It should be noted, anything about Proto-Indo-European is purely hypothetical, based on comparing all its different descendants. That is, there are no Proto-Indo-European people we can go up to and interview about "what is the difference between this word and that word, exactly?", and there are no written inscriptions talking about a particular word and how it's used.

What we do have are texts in descendant languages that we can compare, that let us know that Latin amō and Ancient Greek philéō and Hittite āssiya- and English "love" all mean roughly the same thing. But those all look very different, and don't point toward a single ancestor to all of them.

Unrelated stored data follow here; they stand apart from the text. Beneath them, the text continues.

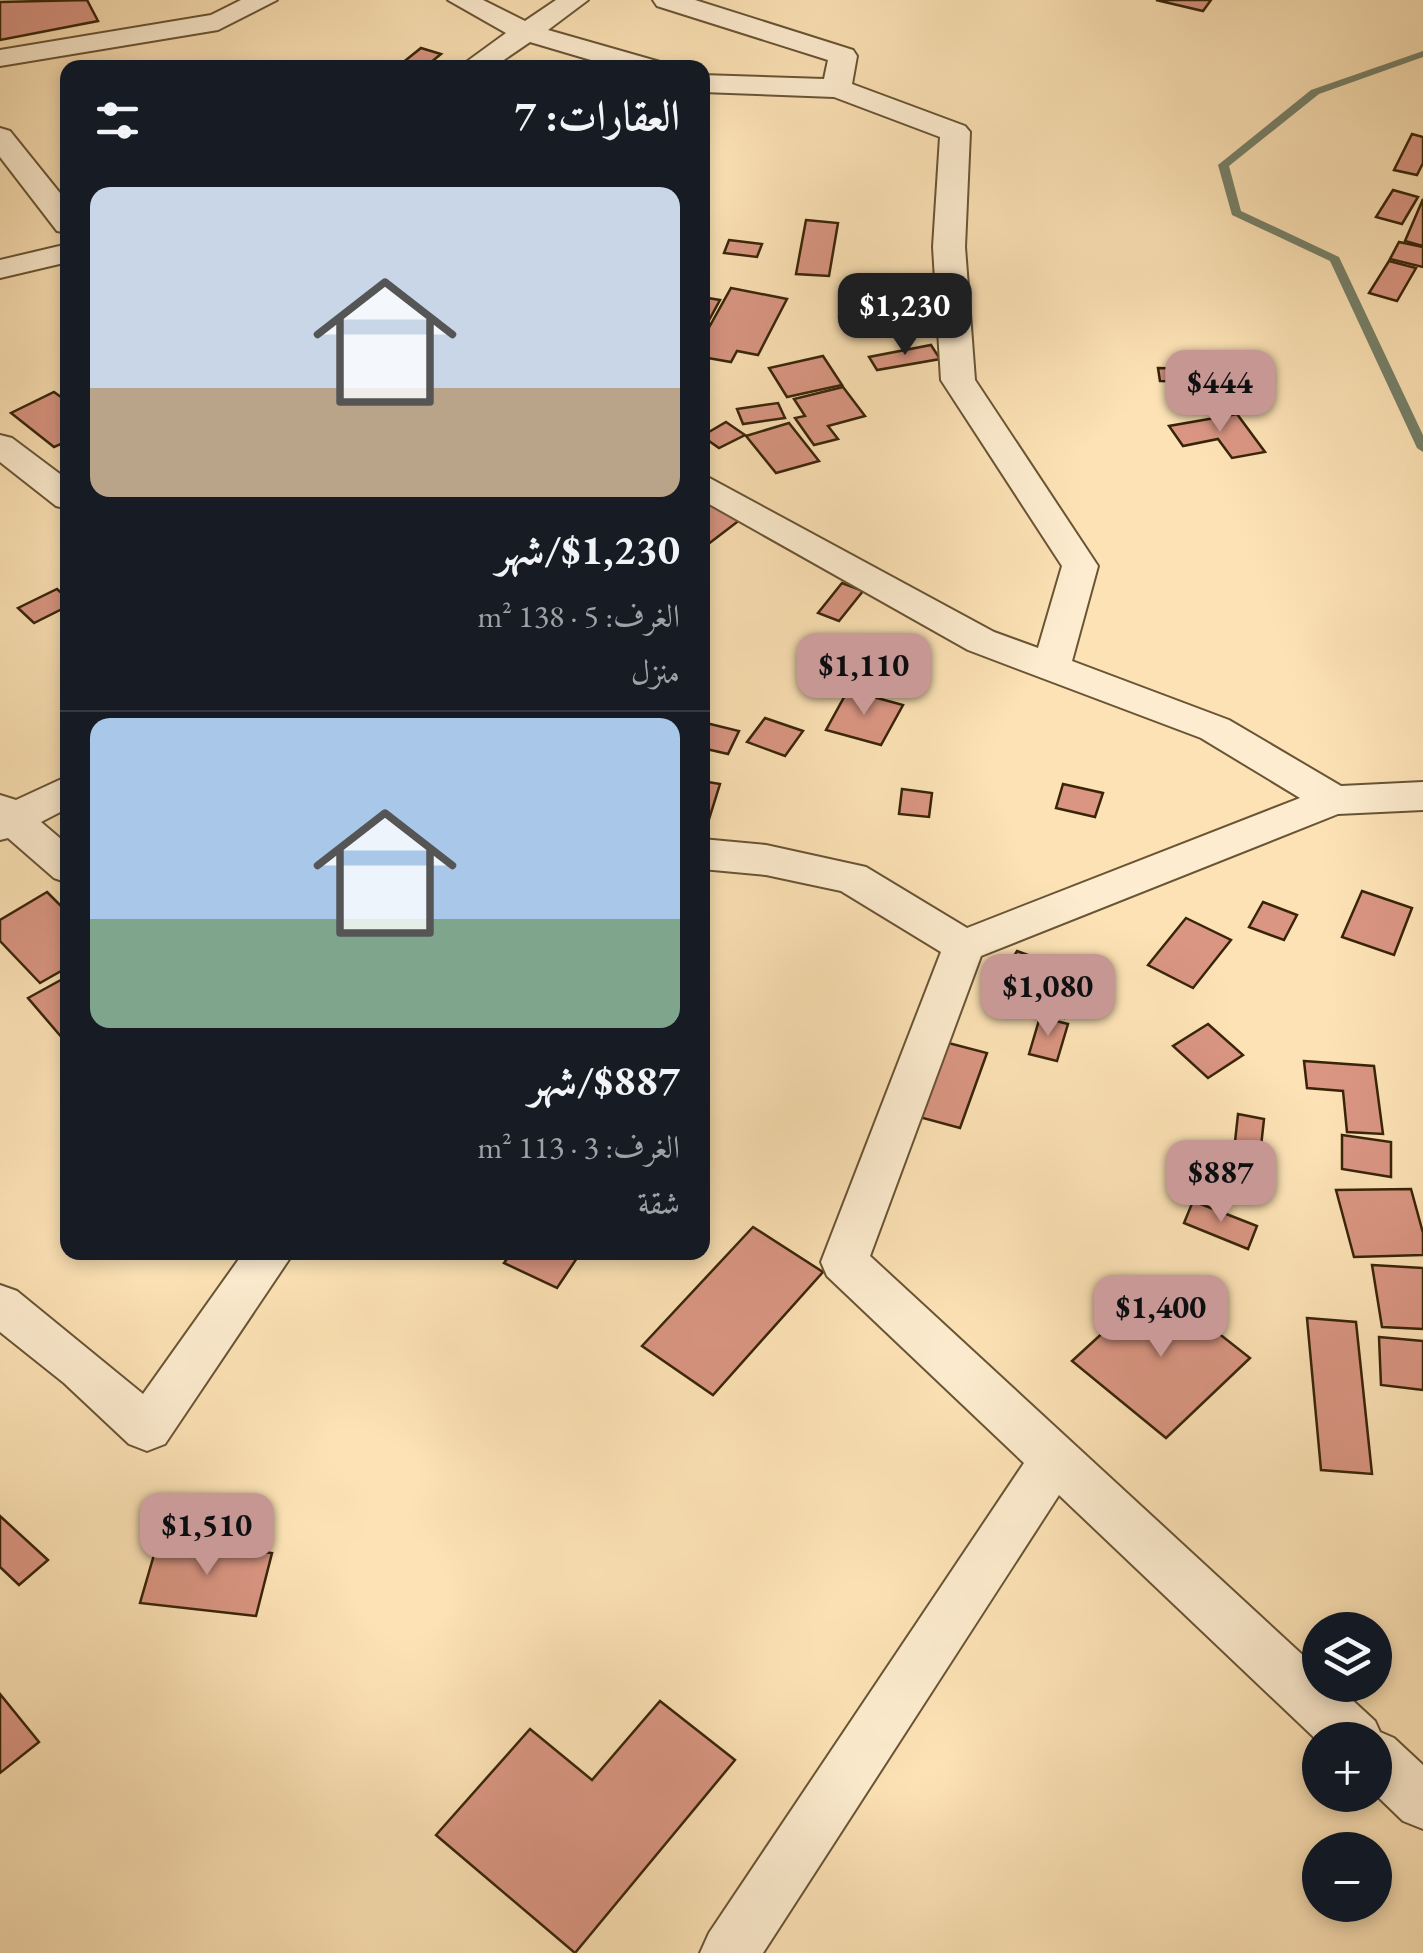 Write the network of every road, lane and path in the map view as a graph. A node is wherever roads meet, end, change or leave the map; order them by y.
1 (263, 0) edge
2 (462, 0) edge
3 (574, 0) edge
4 (667, 0) edge
5 (526, 32) junction
6 (0, 58) edge
7 (484, 60) edge
8 (622, 60) edge
9 (710, 85) edge
10 (837, 88) junction
11 (4, 148) edge
12 (60, 214) edge
13 (60, 254) edge
14 (0, 269) edge
15 (0, 445) edge
16 (710, 489) edge
17 (60, 492) edge
18 (1051, 667) junction
19 (60, 794) edge
20 (1423, 796) edge
21 (1334, 800) junction
22 (4, 818) edge
23 (710, 855) edge
24 (60, 862) edge
25 (964, 946) junction
26 (266, 1260) edge
27 (2, 1312) edge
28 (1056, 1458) junction
29 (1337, 1722) edge
30 (1392, 1773) edge
31 (1423, 1802) edge
32 (729, 1953) edge

1 - 6 street
2 - 5 street
3 - 5 street
4 - 10 street
5 - 7 street
5 - 8 street
9 - 10 street
10 - 18 street
11 - 12 street
13 - 14 street
15 - 17 street
16 - 18 street
18 - 21 street
19 - 22 street
20 - 21 street
21 - 25 street
22 - 24 street
23 - 25 street
25 - 28 street
26 - 27 street
28 - 29 street
28 - 32 street
30 - 31 street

So, what does this tell us about Proto-Indo-European? Honestly, not much. Words get replaced over time for all sorts of reasons, and meanings shift, and new meanings arise and old ones die out. There's a pretty clear Proto-Indo-European root for "horse", but English "horse", Spanish caballo, and so on are completely unrelated to it due to changes over time: "horse", for example, goes back to a PIE root reconstructed as meaning "vehicle". Greek philéō probably comes from an earlier word meaning "friendly", while Hittite āssiya- probably comes from an earlier word meaning "good", and Latin amō probably comes from an earlier word meaning "mother", and so on.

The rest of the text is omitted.